EXERCISE BRIEF:
Report each line of the data that includes the word "unsigned".

RECORD EXCERPTS:
****

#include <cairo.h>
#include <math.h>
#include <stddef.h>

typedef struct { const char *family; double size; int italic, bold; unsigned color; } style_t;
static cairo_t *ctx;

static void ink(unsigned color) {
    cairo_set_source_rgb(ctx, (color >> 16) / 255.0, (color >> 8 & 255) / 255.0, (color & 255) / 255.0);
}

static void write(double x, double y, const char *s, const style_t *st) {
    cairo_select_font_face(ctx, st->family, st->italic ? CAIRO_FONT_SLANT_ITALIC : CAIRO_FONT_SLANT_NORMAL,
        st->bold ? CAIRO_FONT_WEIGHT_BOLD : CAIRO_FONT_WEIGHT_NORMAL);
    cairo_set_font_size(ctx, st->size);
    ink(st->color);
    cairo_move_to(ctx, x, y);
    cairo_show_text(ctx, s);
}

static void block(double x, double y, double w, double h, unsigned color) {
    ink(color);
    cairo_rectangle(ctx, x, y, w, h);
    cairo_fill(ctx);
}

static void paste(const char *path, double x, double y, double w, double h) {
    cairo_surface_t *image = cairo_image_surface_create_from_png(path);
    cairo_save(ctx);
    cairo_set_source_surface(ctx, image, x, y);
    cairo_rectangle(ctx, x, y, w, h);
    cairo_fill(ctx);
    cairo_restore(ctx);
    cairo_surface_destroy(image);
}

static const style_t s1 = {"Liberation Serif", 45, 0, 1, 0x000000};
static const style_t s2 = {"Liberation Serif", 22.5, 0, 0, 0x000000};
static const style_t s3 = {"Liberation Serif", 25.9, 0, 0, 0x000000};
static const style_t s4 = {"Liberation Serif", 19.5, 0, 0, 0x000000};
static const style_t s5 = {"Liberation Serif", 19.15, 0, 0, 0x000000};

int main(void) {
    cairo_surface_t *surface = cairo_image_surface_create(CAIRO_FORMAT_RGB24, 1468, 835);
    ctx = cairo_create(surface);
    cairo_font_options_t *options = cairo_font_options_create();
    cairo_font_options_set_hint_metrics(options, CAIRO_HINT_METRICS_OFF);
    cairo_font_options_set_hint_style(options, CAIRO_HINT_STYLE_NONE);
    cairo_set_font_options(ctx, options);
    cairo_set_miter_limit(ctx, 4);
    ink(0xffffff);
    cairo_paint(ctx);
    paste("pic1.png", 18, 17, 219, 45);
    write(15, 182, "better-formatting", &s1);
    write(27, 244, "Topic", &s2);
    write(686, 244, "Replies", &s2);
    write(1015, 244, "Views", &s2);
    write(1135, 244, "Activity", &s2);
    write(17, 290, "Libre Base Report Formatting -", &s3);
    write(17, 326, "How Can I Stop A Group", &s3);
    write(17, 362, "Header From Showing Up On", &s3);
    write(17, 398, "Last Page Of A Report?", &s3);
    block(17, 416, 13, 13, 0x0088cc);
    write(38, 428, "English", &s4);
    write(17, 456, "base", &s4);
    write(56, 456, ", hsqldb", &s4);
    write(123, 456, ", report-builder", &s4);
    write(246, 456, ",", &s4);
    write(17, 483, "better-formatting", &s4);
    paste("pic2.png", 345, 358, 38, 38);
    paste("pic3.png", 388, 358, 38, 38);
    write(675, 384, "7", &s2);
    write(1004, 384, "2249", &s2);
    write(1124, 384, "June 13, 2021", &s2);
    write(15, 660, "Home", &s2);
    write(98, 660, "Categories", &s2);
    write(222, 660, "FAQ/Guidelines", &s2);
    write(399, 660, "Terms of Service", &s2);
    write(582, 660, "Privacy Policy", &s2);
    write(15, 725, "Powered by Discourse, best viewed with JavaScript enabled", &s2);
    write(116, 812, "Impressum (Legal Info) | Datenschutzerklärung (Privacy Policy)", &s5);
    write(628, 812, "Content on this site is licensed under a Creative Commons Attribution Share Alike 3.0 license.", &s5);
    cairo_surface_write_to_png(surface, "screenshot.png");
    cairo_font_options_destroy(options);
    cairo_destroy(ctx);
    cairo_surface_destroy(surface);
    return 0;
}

****

EXERCISE RESULT:
typedef struct { const char *family; double size; int italic, bold; unsigned color; } style_t;
static void ink(unsigned color) {
static void block(double x, double y, double w, double h, unsigned color) {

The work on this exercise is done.